Though conversations about moving into scripted TV began for the Belfast-based Fine Point a few years ago, they has kicked off in earnest after the hype around Kneecap, the comedy-drama depicting the rise of the titular Irish hip-hop trio, which stars the band members and is written and directed by Rich Peppiatt.
“We don’t want to let that experience slip away without leveraging it as much as we can,” says founder Trevor Birney. “The film has given us a platform, has provided us with a window into a bigger world. We’re getting contacted by a huge amount of people from not only the UK and Ireland but from the US as well.”
Off the back of Kneecap, Birney co-founded Coup D’État Films with Peppiatt to house scripted TV projects created by the director, on which Fine Point will collaborate. But the focus going forward is likely to be on series.

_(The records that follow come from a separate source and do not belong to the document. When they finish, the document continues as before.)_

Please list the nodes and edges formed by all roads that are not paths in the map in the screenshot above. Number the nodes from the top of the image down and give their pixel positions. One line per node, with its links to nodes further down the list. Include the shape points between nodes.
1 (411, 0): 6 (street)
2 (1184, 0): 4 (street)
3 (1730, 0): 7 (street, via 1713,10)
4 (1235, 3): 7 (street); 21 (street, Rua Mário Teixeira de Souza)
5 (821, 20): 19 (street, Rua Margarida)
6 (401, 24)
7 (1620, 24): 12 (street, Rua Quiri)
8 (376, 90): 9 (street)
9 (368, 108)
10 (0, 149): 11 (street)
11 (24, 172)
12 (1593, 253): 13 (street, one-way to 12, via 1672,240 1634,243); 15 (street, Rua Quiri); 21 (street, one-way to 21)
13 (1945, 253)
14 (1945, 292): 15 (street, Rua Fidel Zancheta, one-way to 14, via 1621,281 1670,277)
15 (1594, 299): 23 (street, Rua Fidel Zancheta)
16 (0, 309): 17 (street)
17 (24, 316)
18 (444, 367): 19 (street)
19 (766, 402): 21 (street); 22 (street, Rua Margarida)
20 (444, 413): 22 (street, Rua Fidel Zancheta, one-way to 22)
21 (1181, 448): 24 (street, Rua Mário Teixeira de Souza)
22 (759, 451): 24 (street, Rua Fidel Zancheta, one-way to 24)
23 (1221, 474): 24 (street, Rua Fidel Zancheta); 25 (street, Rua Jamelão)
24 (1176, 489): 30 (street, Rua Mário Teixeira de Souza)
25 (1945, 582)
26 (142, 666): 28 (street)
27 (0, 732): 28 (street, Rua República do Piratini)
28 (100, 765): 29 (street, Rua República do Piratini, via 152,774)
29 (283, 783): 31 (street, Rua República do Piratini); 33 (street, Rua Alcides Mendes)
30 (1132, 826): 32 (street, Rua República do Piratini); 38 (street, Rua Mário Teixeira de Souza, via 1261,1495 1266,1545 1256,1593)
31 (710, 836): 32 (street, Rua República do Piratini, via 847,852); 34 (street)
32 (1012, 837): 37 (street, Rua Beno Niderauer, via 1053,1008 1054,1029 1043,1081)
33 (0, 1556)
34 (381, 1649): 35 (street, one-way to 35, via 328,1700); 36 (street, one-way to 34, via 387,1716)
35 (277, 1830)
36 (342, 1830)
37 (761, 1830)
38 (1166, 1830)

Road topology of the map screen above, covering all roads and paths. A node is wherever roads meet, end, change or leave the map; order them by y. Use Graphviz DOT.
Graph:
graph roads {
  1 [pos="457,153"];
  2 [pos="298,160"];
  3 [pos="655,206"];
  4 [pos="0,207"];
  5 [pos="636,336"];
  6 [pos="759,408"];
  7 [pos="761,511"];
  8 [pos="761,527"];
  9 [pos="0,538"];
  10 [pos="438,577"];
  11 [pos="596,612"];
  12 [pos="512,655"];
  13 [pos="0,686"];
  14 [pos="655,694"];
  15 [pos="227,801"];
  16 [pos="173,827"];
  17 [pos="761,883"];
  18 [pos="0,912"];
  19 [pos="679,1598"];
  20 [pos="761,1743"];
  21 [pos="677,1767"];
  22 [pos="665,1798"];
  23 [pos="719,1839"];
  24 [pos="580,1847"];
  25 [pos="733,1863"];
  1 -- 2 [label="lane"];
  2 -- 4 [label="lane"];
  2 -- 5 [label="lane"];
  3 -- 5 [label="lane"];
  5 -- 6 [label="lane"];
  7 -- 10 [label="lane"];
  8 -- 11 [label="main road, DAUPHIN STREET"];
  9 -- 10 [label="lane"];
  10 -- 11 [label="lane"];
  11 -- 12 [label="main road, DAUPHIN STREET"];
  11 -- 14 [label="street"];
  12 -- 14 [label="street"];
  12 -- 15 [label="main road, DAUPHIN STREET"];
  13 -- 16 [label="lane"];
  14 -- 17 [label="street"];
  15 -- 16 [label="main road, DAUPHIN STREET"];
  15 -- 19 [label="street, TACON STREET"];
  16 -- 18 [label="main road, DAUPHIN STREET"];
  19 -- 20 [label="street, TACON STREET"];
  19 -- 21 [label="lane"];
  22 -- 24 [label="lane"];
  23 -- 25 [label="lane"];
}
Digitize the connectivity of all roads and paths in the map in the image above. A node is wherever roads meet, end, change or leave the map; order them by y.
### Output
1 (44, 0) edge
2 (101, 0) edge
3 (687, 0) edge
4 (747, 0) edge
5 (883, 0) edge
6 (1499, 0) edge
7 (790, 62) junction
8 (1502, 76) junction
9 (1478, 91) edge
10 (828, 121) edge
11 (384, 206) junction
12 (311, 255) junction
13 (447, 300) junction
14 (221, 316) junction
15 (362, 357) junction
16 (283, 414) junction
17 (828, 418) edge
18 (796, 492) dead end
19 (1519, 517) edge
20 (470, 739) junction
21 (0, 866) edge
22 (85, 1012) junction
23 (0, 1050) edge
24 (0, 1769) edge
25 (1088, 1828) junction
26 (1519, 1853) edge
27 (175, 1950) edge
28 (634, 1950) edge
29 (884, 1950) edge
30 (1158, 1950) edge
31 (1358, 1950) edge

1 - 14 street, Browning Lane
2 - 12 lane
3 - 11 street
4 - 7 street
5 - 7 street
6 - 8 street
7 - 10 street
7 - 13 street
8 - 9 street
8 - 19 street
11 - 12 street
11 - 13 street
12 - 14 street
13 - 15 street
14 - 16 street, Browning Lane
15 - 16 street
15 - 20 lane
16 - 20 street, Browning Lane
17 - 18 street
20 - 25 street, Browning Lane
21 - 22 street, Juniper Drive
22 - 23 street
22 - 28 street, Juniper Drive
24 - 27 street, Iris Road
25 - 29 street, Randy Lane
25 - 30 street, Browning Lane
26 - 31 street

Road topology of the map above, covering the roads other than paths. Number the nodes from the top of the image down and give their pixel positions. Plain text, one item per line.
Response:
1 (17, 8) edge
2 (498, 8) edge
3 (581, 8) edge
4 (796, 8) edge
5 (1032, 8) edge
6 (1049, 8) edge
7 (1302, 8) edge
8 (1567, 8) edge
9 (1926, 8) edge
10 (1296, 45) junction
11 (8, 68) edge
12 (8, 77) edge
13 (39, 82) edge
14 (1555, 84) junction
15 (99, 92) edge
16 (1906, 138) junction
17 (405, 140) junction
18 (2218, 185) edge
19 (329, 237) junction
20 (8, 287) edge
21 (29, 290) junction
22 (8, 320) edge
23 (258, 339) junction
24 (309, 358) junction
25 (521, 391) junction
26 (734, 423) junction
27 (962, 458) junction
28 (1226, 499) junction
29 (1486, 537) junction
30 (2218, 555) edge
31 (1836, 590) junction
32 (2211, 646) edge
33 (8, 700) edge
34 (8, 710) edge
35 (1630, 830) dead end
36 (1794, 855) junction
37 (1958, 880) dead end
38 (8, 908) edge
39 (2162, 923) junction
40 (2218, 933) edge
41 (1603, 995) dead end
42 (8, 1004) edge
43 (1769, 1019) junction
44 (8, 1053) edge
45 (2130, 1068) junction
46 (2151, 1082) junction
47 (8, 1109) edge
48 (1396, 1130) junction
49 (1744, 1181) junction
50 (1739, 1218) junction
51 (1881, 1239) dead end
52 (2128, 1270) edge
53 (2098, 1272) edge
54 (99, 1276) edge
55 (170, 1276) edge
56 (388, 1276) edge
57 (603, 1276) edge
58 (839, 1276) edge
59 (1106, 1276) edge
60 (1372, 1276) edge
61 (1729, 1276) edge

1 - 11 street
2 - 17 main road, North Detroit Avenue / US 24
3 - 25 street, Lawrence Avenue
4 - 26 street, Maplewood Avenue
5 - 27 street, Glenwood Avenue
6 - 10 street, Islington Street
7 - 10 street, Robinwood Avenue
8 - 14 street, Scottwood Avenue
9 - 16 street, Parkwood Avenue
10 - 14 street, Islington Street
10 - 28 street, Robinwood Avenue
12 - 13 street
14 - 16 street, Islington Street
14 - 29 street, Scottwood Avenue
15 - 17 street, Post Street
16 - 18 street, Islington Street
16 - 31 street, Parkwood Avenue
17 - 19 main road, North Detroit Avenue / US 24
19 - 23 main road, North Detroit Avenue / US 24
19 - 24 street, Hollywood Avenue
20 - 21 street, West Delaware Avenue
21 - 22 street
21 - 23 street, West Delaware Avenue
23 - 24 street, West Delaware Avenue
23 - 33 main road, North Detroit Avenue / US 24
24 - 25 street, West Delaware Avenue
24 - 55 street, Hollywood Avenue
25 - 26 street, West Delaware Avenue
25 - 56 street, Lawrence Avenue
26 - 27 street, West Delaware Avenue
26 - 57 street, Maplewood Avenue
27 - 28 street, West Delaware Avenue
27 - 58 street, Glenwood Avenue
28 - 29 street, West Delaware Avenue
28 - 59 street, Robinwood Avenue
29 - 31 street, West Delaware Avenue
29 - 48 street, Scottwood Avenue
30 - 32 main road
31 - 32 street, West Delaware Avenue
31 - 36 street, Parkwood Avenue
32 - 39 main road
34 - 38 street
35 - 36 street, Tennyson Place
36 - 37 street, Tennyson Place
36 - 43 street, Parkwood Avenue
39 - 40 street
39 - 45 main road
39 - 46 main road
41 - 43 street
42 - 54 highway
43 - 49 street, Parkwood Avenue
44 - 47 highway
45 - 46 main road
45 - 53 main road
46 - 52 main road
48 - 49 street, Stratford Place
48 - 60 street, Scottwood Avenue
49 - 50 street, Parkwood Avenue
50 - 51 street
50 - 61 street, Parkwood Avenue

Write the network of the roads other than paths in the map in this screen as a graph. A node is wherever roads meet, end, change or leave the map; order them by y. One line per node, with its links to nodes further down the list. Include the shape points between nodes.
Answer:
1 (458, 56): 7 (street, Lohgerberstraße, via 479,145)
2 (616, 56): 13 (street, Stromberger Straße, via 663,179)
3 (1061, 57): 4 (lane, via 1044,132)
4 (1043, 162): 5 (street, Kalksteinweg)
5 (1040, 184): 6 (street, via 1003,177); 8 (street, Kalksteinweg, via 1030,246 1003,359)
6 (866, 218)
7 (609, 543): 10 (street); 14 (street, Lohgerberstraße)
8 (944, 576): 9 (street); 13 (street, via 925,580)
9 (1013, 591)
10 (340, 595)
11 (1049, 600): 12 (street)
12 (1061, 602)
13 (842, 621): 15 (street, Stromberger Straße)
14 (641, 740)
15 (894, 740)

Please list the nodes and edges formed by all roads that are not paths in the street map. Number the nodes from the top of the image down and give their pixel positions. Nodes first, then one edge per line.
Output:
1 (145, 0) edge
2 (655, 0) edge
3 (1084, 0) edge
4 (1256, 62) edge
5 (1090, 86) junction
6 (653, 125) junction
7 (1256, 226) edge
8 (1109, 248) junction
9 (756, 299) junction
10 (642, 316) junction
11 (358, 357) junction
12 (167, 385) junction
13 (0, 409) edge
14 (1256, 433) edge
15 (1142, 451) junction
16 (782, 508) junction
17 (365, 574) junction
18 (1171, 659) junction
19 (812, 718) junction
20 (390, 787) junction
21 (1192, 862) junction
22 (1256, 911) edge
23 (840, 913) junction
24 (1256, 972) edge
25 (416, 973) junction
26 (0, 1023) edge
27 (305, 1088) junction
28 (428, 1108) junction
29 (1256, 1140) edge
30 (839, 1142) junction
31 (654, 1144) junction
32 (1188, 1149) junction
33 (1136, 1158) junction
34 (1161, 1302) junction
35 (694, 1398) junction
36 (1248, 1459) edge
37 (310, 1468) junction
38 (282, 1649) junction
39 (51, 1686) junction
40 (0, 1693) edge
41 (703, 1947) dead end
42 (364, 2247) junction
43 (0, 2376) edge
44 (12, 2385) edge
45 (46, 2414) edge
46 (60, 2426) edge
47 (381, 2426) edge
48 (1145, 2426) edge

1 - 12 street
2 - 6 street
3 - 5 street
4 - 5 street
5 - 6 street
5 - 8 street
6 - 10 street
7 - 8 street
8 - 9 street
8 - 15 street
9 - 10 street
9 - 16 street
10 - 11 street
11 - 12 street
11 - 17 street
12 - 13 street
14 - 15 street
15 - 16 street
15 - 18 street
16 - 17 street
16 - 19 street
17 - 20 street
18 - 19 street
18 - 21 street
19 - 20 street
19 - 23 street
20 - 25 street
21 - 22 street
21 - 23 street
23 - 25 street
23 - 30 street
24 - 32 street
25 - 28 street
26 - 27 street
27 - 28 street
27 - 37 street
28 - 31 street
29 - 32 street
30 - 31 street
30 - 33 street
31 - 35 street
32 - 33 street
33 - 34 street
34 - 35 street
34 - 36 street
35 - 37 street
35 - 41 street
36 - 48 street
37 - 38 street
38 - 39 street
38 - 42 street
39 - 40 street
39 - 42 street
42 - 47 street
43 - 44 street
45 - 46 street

“We have one project that we had as a feature, but are now actively considering as a TV series because we know what the TV landscape looks like in terms of IP and genres,” says Anna Callan, Fine Point’s creative producer, scripted development.
She adds the specificity and universality of titles like Kneecap, BBC1’s Blue Lights or The Pembrokeshire Murders is indicative of the capacity N&R labels offers, and the IH:S programme has created a “core of companies” that Fine Point hopes to collaborate with in the future.
For Levy, it all comes back to that idea that the IH:S cohort is part of a movement.
“They don’t just classify themselves as indies from the nations,” she says. “They are producers of remarkable content of tighter, leaner, more focused slates that have as much potential to become an international co-production as anyone else.
“In fact, I think some of these indies are perhaps even better equipped than others because they’ve been used to riding the challenges and changes that we’re currently facing.”